No, not until you can ask for two beers.
Re:Excellent comparison with spoken language (Score:5, Informative)
The similarity with spoken language is uncanny.
The similarities go way deeper than that. Mainly, there is a strong isomorphism between how human and computer languages are encoded and interpreted/compiled.
At the lowest level, a digital "alphabet" must be imposed on this unruly analogue world. Human languages use phonemes [wikipedia.org] (generally a few dozen distinct sounds) while computer languages use a character set (such as ASCII or Unicode). These alphabets are all basically a set of finite, unchanging, and meaningless symbols.
One level up are morphemes [wikipedia.org] or words and word-parts that are constructed of phonemes.
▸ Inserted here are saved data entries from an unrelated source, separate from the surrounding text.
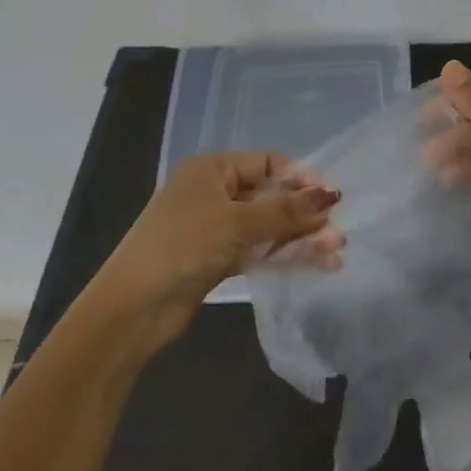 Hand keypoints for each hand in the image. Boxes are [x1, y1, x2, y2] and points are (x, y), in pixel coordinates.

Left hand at [93, 154, 344, 351]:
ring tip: (335, 253)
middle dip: (304, 215)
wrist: (133, 307)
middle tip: (337, 233)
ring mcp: (215, 228)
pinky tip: (316, 265)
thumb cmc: (184, 245)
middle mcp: (214, 192)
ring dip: (299, 238)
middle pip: (270, 197)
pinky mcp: (216, 259)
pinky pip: (258, 250)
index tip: (331, 199)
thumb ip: (286, 210)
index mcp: (212, 169)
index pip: (268, 163)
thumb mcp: (237, 222)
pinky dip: (283, 256)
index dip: (301, 179)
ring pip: (267, 227)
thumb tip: (331, 194) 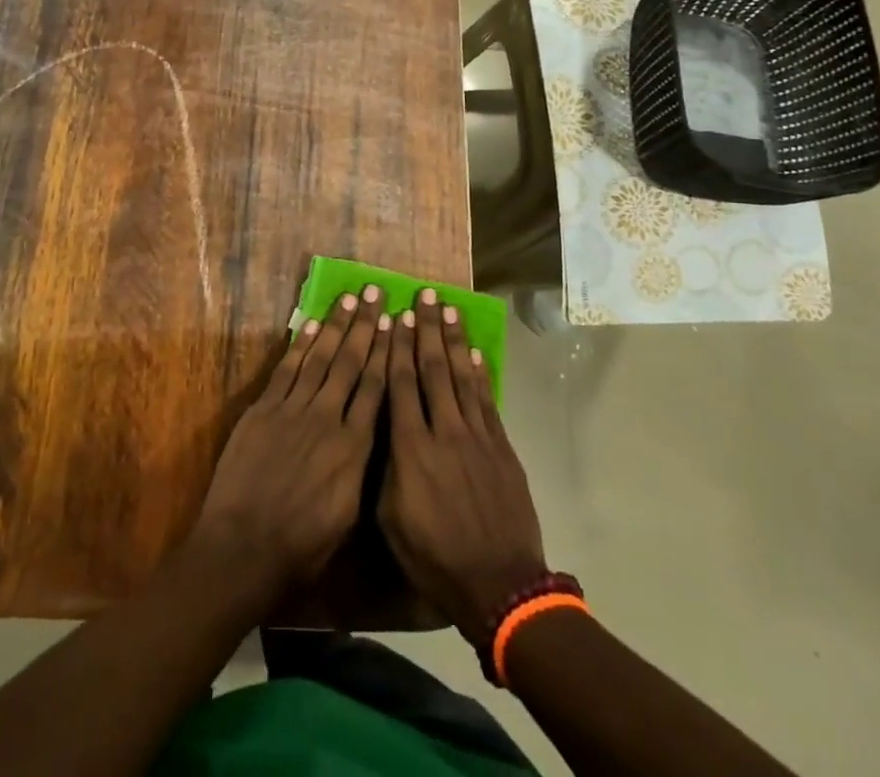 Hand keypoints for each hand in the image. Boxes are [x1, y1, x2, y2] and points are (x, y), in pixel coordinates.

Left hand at [189, 286, 389, 600]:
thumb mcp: (349, 517)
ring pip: (321, 359)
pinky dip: (300, 346)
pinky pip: (287, 370)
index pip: (376, 389)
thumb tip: (372, 436)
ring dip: (336, 326)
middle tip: (377, 292)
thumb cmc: (302, 546)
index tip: (396, 323)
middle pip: (351, 363)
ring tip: (350, 298)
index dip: (387, 352)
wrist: (244, 547)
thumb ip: (362, 469)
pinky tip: (312, 325)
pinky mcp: (264, 410)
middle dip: (366, 326)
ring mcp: (293, 410)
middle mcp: (328, 419)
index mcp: (355, 448)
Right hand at [379, 291, 546, 647]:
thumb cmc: (435, 558)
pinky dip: (480, 374)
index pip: (400, 385)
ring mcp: (476, 436)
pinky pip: (487, 401)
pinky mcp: (501, 447)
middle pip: (432, 369)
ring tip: (447, 308)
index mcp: (410, 449)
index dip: (397, 347)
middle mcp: (443, 431)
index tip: (395, 316)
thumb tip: (378, 429)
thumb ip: (384, 469)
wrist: (500, 585)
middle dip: (426, 329)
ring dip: (453, 340)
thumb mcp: (391, 520)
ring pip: (461, 376)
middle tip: (423, 294)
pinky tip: (474, 353) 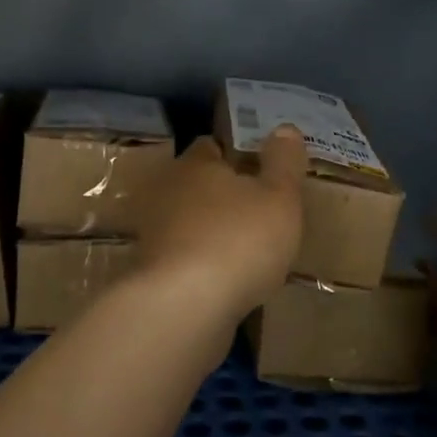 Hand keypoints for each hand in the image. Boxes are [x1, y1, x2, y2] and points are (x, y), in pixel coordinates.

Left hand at [135, 127, 305, 323]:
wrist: (183, 309)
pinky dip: (204, 265)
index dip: (238, 153)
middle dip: (225, 195)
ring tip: (249, 250)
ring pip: (191, 223)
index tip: (262, 167)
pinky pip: (185, 259)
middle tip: (261, 210)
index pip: (212, 145)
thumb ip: (283, 162)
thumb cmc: (237, 240)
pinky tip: (228, 281)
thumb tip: (283, 128)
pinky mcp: (152, 274)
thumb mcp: (279, 197)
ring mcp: (155, 234)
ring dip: (214, 232)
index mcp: (195, 164)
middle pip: (199, 184)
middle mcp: (168, 192) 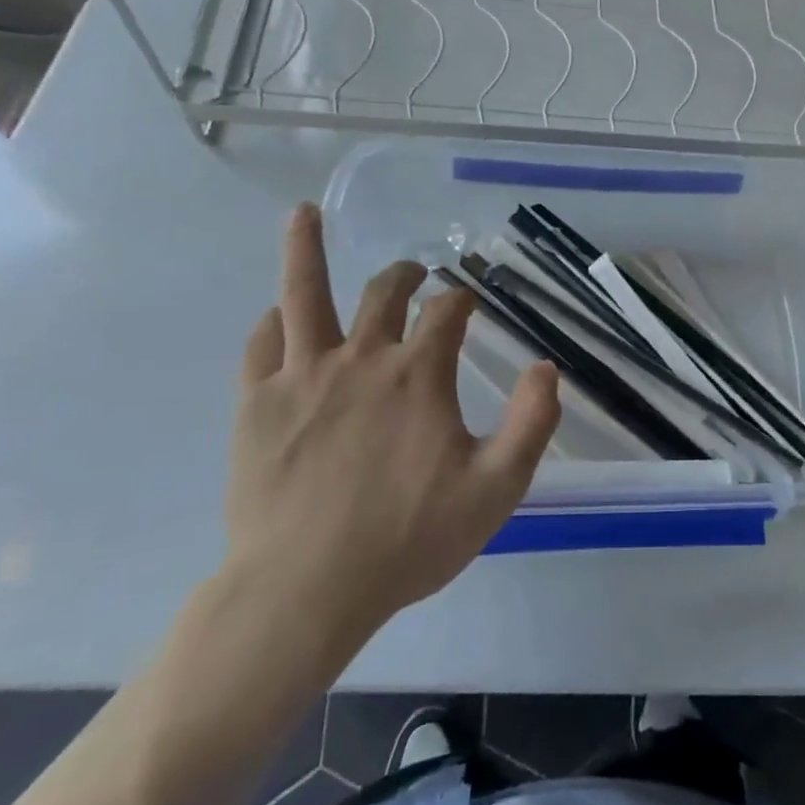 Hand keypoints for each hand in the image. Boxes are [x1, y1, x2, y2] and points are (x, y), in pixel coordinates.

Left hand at [224, 203, 559, 667]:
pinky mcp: (258, 404)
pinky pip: (263, 344)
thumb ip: (532, 422)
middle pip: (383, 292)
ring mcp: (304, 376)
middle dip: (404, 275)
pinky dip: (275, 321)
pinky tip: (278, 315)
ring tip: (304, 213)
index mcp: (419, 375)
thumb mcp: (496, 489)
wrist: (306, 590)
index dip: (461, 300)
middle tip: (414, 274)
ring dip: (308, 249)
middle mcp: (362, 358)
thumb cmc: (408, 539)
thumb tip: (546, 367)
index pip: (447, 312)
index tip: (466, 304)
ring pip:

So "dog" is the name/morpheme we assign to the furry thing lifting its leg over your bedroom carpet; "urinate" is the morpheme we assign to its activity; and "ed" is the morpheme that signifies the activity has already completed (as in urinated). In computer languages this is called lexcal analysis [wikipedia.org], and it happens very early during compilation, usually with the help of regexps. In both cases, this phase transforms the fixed set of phonemes into a large, ever-growing set of meaningful symbols.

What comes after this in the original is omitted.